◆ **Work task**:
Among the entries below, find the lines with "José" and copy them.

═════ Available records

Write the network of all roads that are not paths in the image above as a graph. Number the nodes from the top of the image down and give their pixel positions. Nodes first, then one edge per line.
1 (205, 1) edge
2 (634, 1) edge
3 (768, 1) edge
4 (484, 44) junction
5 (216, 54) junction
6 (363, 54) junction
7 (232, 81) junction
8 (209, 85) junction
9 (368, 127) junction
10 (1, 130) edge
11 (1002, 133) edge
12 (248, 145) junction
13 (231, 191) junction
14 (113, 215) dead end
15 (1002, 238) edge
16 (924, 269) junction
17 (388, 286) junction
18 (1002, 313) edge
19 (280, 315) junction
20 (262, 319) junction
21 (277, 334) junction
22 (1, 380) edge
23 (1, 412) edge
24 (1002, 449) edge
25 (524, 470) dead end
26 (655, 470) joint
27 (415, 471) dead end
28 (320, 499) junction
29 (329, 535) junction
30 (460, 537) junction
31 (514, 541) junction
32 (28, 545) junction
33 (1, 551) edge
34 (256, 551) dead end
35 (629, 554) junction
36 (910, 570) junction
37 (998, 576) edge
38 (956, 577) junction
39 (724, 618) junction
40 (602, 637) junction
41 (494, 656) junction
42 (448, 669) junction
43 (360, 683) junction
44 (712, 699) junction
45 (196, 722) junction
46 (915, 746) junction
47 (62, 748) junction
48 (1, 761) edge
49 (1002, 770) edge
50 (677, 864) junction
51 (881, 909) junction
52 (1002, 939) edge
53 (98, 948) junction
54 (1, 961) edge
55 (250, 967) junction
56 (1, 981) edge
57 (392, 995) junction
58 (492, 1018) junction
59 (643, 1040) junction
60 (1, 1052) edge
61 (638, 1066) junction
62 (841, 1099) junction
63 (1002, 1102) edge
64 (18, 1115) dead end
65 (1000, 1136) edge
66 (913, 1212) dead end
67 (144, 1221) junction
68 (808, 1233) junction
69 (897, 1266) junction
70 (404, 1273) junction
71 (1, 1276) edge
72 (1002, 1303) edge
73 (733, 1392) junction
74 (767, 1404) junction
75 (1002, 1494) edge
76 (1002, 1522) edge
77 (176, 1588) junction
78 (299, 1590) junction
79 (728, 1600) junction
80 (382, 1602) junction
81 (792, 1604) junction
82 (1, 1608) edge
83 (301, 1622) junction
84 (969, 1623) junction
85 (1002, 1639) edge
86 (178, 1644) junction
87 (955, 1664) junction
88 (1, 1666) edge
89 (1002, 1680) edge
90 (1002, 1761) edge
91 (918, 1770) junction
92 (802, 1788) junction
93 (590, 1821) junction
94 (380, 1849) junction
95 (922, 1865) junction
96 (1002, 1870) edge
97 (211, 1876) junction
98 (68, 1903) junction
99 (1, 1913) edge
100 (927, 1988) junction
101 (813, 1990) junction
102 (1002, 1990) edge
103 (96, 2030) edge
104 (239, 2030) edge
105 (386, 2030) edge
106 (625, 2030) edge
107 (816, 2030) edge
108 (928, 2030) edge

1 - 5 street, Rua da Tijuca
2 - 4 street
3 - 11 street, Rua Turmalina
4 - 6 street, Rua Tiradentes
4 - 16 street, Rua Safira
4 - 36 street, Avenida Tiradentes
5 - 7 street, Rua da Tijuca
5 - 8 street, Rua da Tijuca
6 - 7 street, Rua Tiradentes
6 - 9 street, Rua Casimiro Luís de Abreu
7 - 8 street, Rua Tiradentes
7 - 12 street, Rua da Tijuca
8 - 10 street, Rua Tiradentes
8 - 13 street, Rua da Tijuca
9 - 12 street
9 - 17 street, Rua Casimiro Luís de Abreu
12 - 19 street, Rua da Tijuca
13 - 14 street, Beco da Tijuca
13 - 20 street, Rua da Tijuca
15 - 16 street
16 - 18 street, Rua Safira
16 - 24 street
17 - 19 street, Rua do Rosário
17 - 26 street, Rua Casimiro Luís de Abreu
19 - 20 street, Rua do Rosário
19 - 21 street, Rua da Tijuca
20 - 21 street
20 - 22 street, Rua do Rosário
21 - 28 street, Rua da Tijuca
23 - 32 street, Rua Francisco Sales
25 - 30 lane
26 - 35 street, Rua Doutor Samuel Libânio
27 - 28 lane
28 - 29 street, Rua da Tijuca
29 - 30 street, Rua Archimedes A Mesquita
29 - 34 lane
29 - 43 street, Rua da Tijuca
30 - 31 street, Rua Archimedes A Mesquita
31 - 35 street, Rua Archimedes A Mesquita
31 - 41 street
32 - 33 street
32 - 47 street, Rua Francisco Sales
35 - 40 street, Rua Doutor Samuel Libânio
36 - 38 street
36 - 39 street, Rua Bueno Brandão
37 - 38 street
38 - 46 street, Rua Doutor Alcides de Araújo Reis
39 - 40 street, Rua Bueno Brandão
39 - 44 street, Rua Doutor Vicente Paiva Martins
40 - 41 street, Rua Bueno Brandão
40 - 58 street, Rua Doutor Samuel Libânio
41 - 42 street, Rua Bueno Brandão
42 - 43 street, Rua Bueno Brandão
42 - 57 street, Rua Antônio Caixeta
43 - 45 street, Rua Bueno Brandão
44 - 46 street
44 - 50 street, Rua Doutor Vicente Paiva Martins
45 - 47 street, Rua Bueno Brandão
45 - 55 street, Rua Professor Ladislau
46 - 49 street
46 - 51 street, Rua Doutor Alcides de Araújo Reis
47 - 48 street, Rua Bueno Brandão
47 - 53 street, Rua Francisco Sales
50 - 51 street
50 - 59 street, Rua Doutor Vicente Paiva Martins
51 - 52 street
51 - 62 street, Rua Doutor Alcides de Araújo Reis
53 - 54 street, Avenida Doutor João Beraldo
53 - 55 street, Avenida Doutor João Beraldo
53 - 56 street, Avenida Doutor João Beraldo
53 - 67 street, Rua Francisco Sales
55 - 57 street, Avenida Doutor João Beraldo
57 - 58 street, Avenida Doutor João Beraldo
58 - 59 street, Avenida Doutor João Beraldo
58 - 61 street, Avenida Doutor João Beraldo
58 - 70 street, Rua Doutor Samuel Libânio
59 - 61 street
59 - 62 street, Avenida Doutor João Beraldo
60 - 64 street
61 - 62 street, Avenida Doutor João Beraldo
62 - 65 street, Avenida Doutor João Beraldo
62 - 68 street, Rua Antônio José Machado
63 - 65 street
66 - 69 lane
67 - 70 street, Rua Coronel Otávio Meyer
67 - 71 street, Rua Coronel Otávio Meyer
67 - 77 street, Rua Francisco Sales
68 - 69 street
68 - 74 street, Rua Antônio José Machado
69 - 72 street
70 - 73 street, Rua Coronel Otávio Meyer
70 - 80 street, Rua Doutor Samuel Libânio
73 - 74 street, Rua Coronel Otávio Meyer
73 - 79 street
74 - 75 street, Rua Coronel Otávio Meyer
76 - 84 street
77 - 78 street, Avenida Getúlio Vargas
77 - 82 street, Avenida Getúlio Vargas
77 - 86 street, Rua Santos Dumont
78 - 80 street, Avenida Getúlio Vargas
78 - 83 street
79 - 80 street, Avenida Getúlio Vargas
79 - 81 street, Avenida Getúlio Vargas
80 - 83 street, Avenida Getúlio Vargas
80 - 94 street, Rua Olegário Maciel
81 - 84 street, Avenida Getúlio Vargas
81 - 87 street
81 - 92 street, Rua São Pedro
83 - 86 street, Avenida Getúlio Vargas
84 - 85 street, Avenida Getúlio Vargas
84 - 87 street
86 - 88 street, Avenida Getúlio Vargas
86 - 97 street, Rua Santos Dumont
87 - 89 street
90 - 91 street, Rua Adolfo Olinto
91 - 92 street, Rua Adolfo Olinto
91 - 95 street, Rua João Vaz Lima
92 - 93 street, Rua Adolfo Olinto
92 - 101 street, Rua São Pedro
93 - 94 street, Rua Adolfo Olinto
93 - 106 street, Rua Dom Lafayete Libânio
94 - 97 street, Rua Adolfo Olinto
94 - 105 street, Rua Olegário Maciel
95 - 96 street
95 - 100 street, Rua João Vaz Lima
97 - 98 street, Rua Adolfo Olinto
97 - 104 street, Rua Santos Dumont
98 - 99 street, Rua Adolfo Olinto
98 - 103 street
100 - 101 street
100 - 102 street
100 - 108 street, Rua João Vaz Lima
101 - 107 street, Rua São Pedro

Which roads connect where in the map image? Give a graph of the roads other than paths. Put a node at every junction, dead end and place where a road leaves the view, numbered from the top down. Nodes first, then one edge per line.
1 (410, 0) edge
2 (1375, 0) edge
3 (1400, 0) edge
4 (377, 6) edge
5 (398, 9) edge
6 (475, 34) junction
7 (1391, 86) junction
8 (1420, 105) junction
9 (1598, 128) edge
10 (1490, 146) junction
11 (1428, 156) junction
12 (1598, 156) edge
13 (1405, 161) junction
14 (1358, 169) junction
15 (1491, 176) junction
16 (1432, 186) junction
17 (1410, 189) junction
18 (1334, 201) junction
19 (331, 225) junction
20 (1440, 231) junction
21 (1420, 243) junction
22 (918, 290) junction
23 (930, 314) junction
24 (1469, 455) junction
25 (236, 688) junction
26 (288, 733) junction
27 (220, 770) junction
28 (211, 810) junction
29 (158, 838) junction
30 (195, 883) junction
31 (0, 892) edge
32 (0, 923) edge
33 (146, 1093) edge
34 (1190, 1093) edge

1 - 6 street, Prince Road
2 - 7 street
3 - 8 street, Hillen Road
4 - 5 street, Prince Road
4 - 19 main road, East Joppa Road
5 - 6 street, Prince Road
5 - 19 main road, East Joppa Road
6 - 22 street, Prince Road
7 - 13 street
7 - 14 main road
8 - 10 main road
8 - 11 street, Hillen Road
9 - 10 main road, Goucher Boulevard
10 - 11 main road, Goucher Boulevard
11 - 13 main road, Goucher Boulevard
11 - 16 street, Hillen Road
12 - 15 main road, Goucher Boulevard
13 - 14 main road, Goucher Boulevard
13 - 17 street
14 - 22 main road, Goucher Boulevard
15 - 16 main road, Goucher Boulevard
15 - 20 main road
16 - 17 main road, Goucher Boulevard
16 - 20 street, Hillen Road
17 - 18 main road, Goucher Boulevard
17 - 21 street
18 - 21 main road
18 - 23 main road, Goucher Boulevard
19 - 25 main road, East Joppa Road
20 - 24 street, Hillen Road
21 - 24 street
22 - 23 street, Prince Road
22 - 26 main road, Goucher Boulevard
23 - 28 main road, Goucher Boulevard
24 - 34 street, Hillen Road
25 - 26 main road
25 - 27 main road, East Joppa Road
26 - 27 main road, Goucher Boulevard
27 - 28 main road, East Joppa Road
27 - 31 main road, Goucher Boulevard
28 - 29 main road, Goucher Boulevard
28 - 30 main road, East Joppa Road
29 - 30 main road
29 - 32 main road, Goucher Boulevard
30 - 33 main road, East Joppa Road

══════════

◆ **Expected answer**:
62 - 68 street, Rua Antônio José Machado
68 - 74 street, Rua Antônio José Machado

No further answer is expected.